Nathalie Viot a de la chance. Martell lui a laissé « carte blanche » pour faire de l’ancienne usine de mise en bouteilles de leur cognac un lieu d’art excitant, festif, pluriel. Une page vierge, ou presque, pour la directrice qui nous accueille un beau jeudi d’août : il s’agit ici de s’inscrire dans un bâtiment singulier et immense, temple moderniste édifié en 1928 sur le modèle d’une ziggourat de cinq étages. Celui-ci a été en activité jusqu’en 2005, avant que les lignes d’embouteillage ne déménagent à Rouillac. La marque décide alors d’ouvrir ce site au public par le biais d’une fondation d’entreprise. En 2016, une première œuvre de Vincent Lamouroux est installée directement dans la friche non aménagée, annonçant ainsi la couleur de la programmation qui s’ensuivrait : audacieuse.

Un long chemin a été parcouru depuis. L’agence bordelaise d’architecture Brochet Lajus Pueyo a rénové le bâtiment avec élégance, respectant ses lignes modernistes et harmonisant sa façade.
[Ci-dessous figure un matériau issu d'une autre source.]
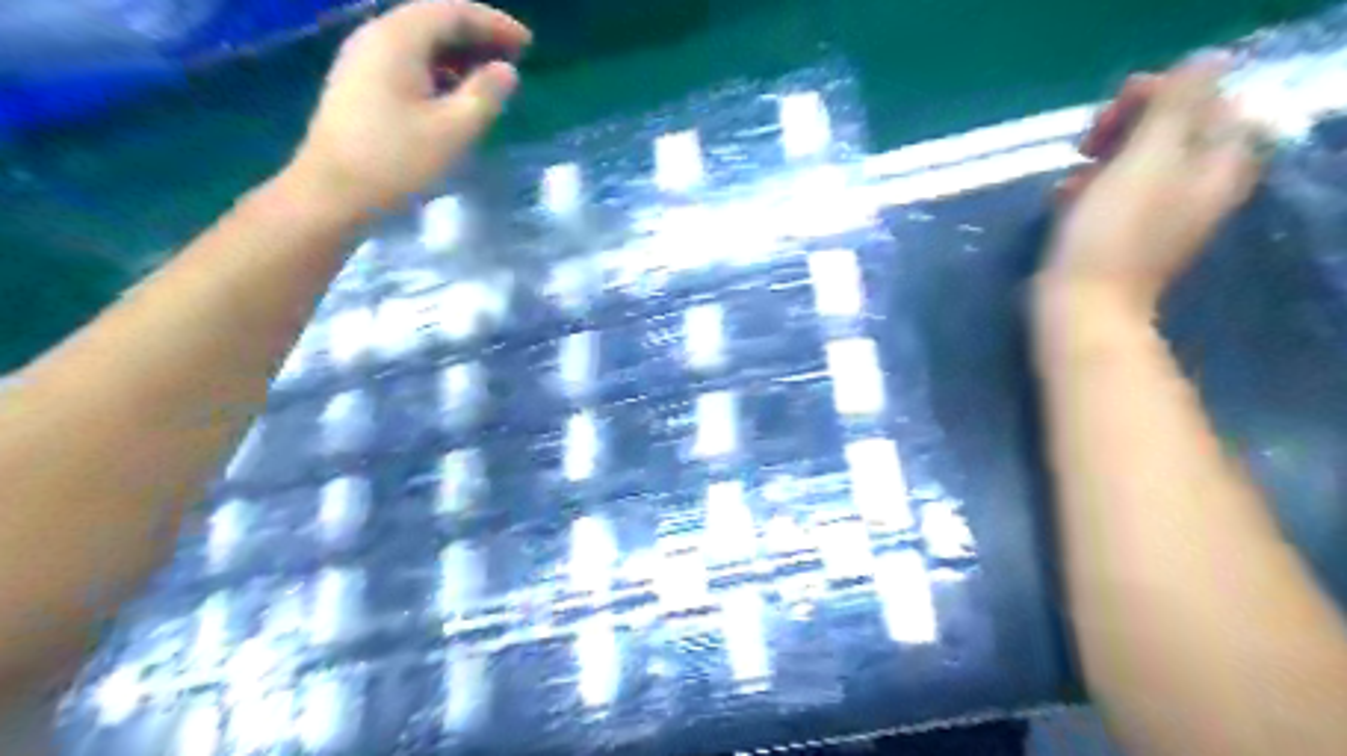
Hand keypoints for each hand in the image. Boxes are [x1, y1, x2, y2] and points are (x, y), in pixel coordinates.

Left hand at [280, 0, 528, 217]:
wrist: (331, 193)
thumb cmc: (396, 160)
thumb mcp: (453, 130)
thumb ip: (486, 95)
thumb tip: (506, 71)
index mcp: (398, 38)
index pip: (453, 11)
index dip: (494, 23)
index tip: (527, 44)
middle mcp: (376, 36)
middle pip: (433, 21)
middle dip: (477, 37)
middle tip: (513, 60)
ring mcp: (361, 60)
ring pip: (419, 43)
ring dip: (458, 56)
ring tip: (489, 80)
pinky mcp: (358, 85)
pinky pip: (405, 62)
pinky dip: (438, 71)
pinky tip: (454, 97)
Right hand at [1039, 55, 1263, 311]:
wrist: (1082, 306)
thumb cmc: (1111, 235)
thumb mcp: (1145, 161)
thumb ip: (1176, 106)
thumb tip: (1203, 62)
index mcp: (1216, 165)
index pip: (1207, 102)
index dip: (1163, 94)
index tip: (1114, 110)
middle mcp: (1196, 186)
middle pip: (1170, 130)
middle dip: (1126, 125)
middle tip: (1088, 142)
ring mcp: (1159, 212)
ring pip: (1136, 160)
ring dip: (1101, 156)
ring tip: (1072, 173)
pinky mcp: (1124, 232)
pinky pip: (1113, 191)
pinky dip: (1089, 186)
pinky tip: (1063, 198)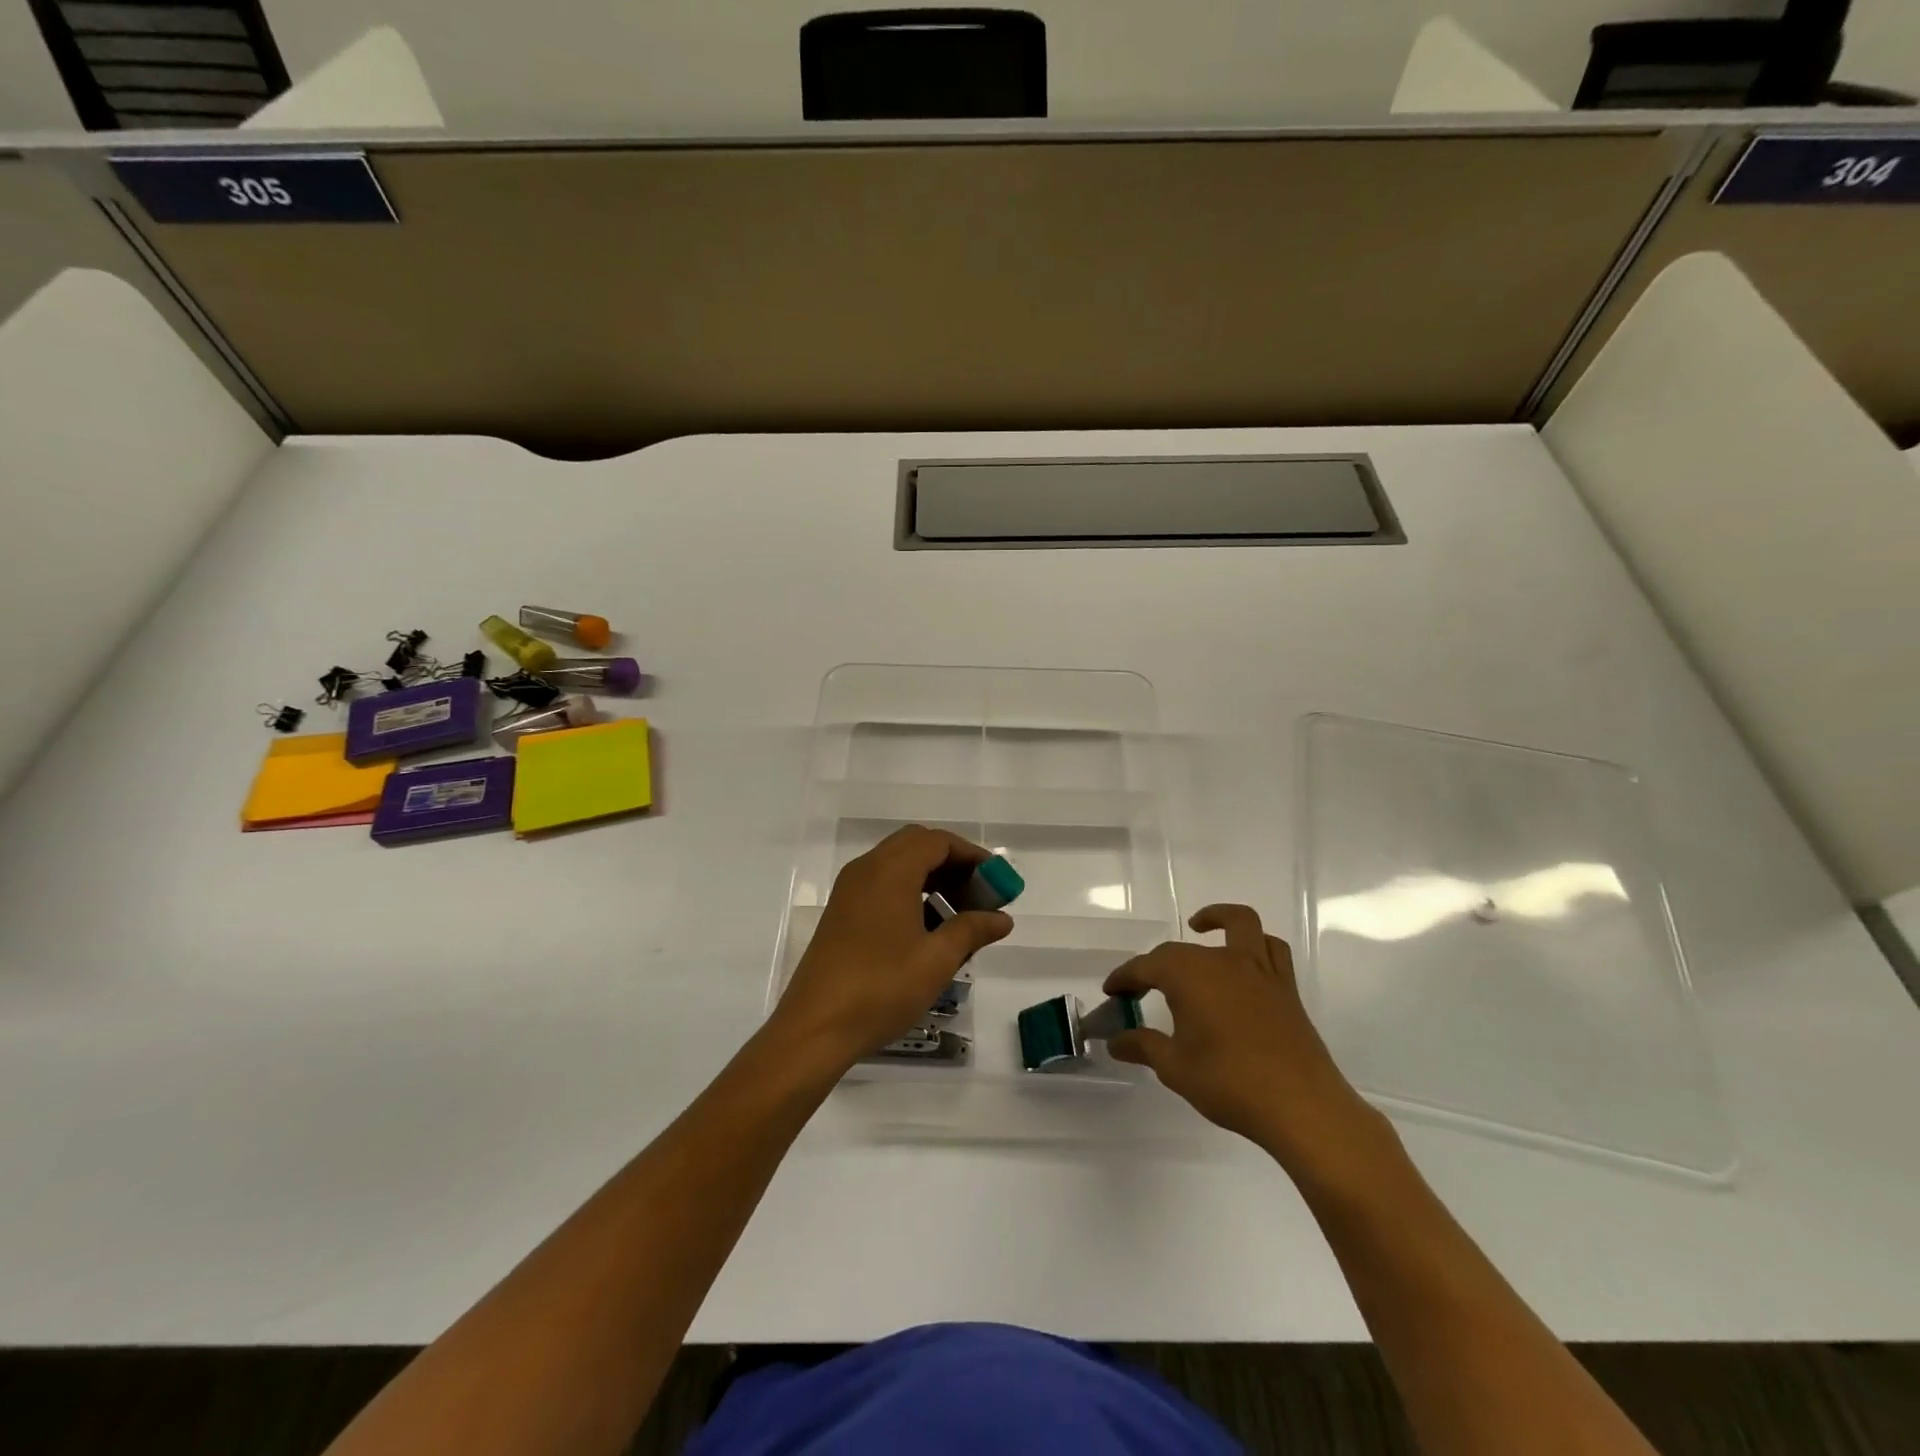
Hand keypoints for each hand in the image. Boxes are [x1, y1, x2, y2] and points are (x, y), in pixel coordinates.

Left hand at [772, 826, 1012, 1069]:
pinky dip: (910, 894)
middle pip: (917, 847)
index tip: (997, 882)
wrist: (815, 1029)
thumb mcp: (936, 960)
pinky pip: (883, 886)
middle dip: (953, 865)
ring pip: (899, 866)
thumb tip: (1002, 918)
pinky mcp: (842, 913)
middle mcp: (867, 870)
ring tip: (960, 918)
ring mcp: (850, 891)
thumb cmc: (881, 988)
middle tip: (980, 896)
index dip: (972, 856)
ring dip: (932, 880)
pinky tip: (928, 932)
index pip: (938, 842)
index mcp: (890, 871)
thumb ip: (972, 930)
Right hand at [1105, 905, 1374, 1168]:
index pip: (1146, 966)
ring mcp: (1258, 970)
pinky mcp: (1284, 987)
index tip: (1111, 992)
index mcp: (1189, 975)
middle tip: (1140, 991)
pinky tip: (1243, 961)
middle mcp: (1222, 961)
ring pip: (1239, 924)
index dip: (1125, 977)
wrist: (1301, 1106)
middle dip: (1155, 965)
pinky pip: (1270, 948)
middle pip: (1180, 951)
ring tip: (1200, 928)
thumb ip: (1143, 1046)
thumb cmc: (1230, 1083)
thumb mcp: (1175, 1068)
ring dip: (1217, 919)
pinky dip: (1255, 943)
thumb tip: (1115, 1041)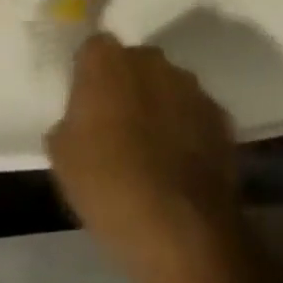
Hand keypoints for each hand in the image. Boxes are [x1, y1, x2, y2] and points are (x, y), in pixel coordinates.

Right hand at [45, 34, 243, 282]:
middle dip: (126, 88)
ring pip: (166, 87)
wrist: (181, 231)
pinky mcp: (219, 115)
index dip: (89, 77)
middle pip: (133, 64)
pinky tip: (180, 168)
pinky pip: (194, 114)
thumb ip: (69, 122)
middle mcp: (149, 59)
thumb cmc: (109, 187)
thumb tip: (80, 120)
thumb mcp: (63, 159)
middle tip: (118, 130)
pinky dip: (188, 131)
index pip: (92, 51)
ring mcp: (189, 85)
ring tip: (153, 153)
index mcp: (105, 60)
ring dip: (159, 108)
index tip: (86, 107)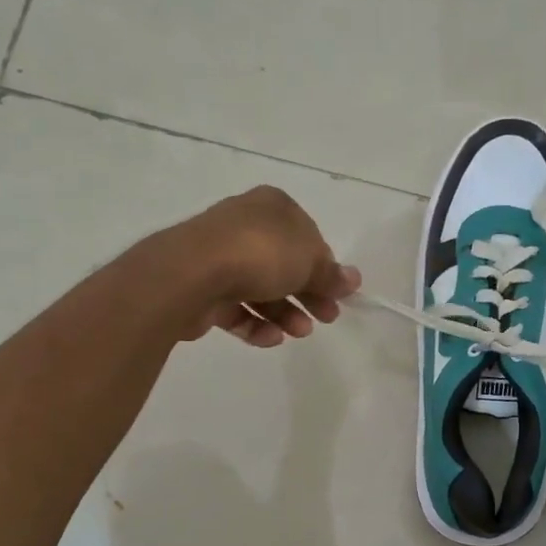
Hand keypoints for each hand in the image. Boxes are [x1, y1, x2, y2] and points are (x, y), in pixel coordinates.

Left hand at [156, 186, 361, 346]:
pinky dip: (256, 324)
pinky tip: (271, 337)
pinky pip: (236, 309)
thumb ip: (331, 274)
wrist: (192, 272)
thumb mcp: (309, 261)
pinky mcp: (202, 289)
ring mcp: (219, 257)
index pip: (306, 237)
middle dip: (309, 294)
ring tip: (300, 332)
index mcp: (271, 208)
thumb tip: (353, 279)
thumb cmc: (261, 253)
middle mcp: (244, 227)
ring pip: (261, 289)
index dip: (324, 266)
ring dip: (286, 313)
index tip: (337, 292)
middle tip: (328, 318)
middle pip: (285, 265)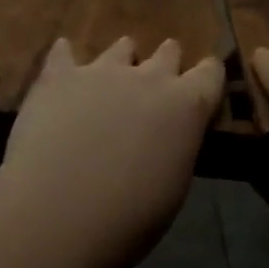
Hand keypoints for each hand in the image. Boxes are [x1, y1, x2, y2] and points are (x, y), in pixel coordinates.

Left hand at [0, 36, 223, 267]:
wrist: (58, 214)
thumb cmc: (128, 219)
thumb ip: (176, 147)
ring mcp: (102, 71)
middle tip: (156, 84)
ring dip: (121, 60)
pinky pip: (63, 52)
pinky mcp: (59, 76)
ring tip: (111, 76)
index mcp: (186, 106)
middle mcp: (149, 77)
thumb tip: (168, 137)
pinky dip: (66, 57)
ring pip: (121, 48)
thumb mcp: (173, 187)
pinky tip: (63, 61)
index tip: (203, 83)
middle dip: (166, 63)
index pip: (210, 73)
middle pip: (168, 52)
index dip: (208, 75)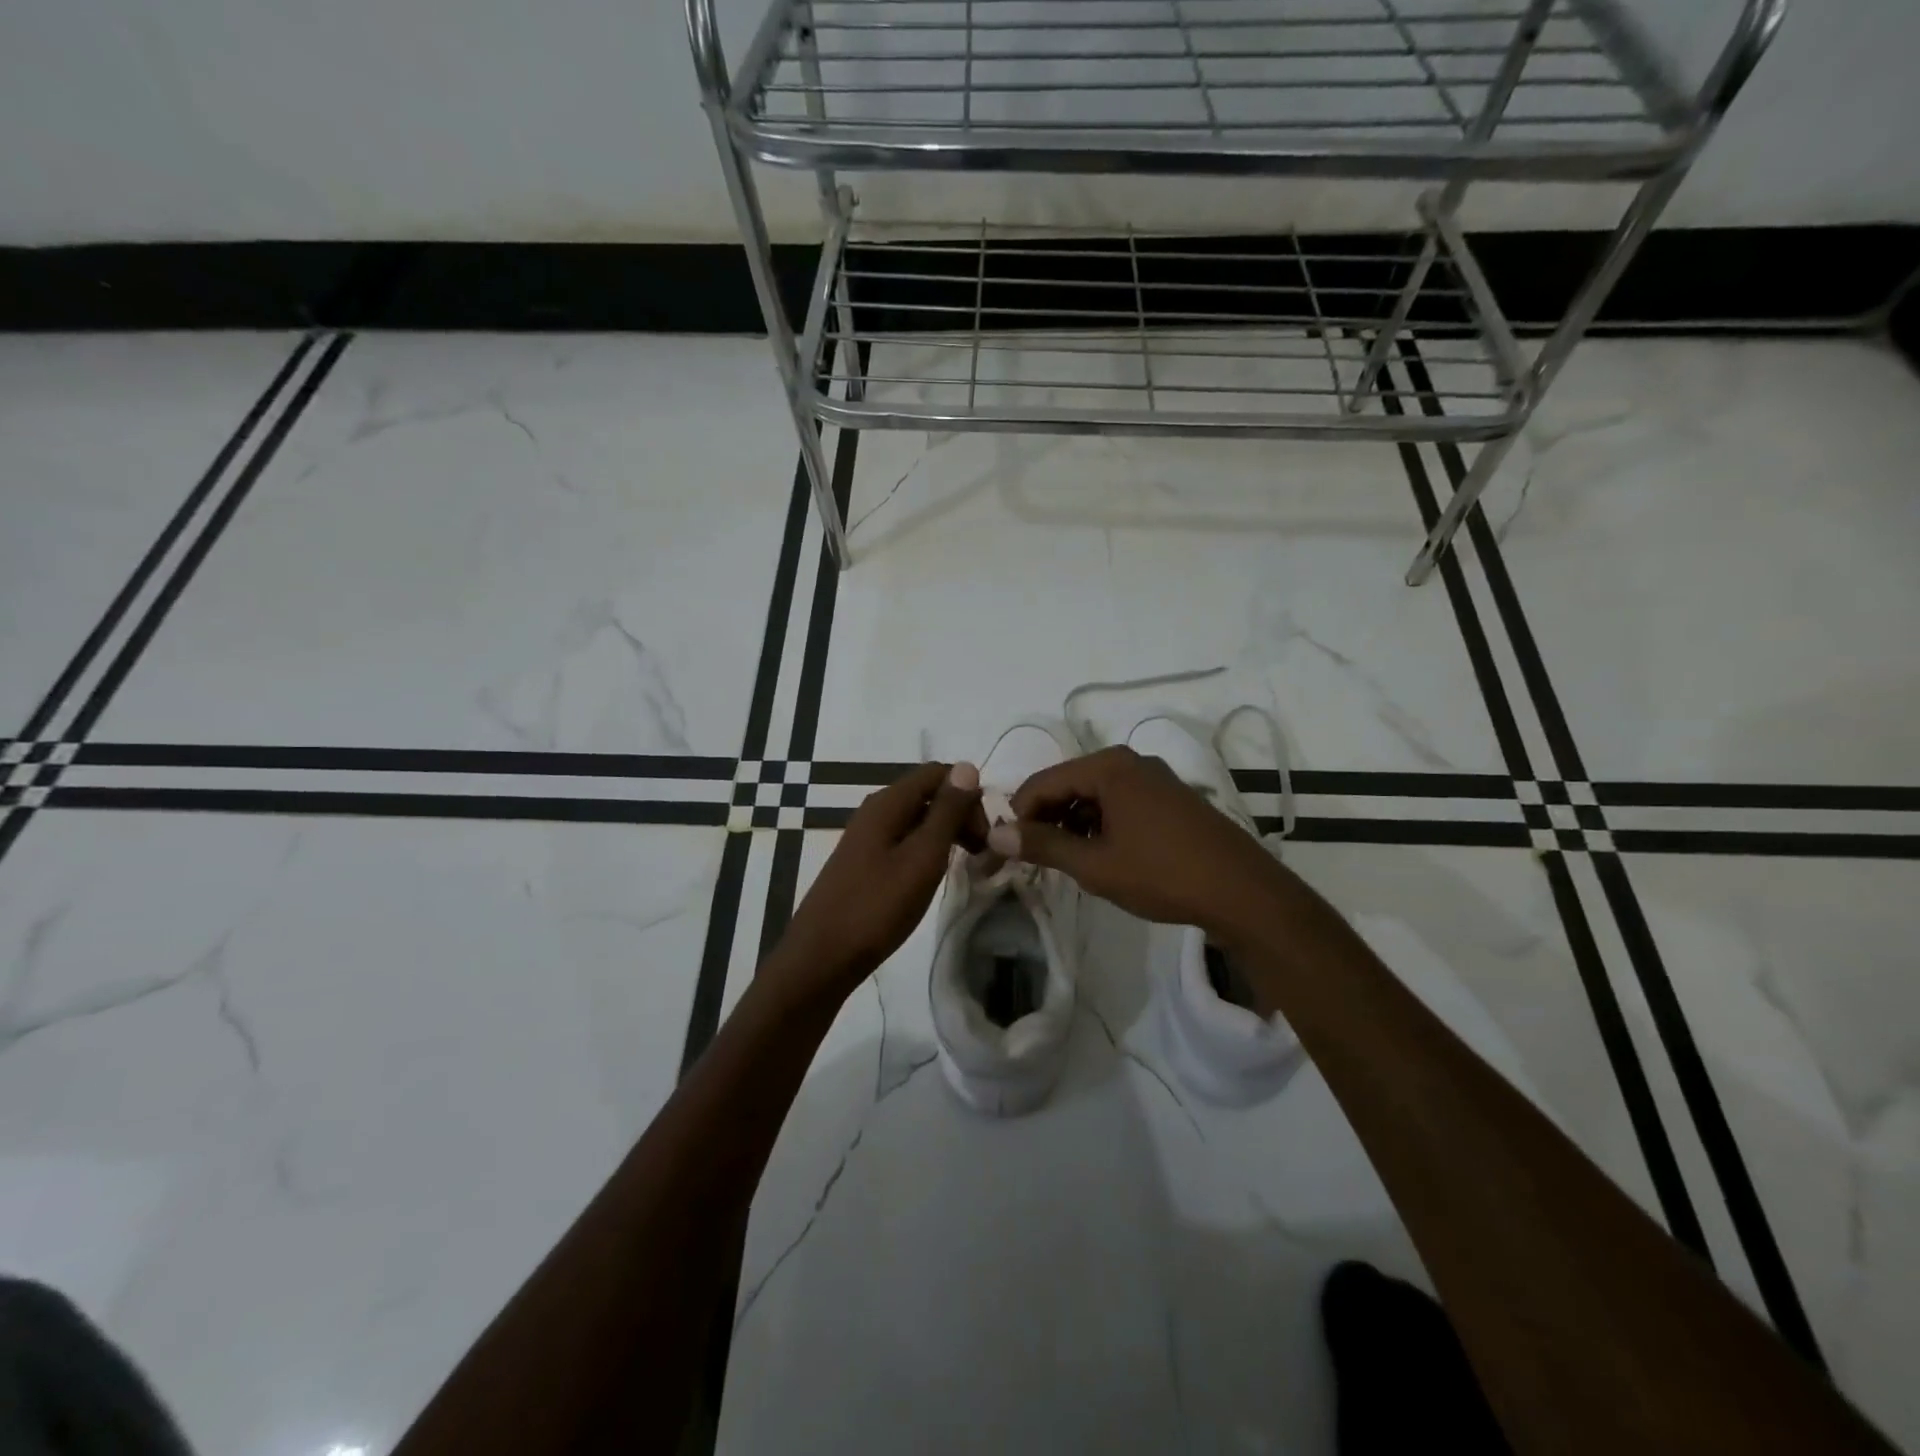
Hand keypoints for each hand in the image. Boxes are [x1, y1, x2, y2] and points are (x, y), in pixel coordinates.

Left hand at [772, 761, 984, 1003]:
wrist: (821, 957)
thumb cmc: (877, 907)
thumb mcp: (922, 858)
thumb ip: (946, 812)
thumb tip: (967, 767)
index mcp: (887, 803)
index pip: (938, 773)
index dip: (969, 794)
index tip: (988, 831)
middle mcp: (875, 811)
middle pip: (928, 794)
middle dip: (960, 814)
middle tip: (983, 853)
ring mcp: (867, 837)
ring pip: (917, 819)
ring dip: (946, 833)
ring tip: (967, 864)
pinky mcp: (864, 862)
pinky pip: (904, 841)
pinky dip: (926, 850)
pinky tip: (934, 875)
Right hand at [989, 746, 1279, 936]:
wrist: (1242, 892)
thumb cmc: (1162, 874)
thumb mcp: (1095, 864)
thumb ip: (1043, 845)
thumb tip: (996, 834)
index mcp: (1108, 766)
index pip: (1042, 782)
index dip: (1019, 816)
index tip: (1009, 850)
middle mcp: (1130, 761)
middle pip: (1068, 783)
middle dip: (1047, 819)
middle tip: (1036, 859)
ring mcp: (1154, 777)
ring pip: (1094, 794)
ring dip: (1074, 823)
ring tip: (1069, 862)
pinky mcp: (1170, 796)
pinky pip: (1119, 801)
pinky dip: (1101, 824)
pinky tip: (1103, 854)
Les habitants de la région ont appris à connaître ce nouveau lieu de la vie culturelle charentaise, notamment grâce au restaurant installé sur le toit : en une saison, l’Indigo reçoit plus de trois fois la population de la ville de Cognac ! Entièrement en plein air, le lieu est beau, grand, presque tape-à-l’œil dans son luxe (un écriteau nous rappelle l’obligation d’une « tenue correcte » avant d’y monter), mais vivant, car peuplé d’œuvres commandées tout spécialement, comme la grande fresque Dreaming the real blue de Mario D’Souza.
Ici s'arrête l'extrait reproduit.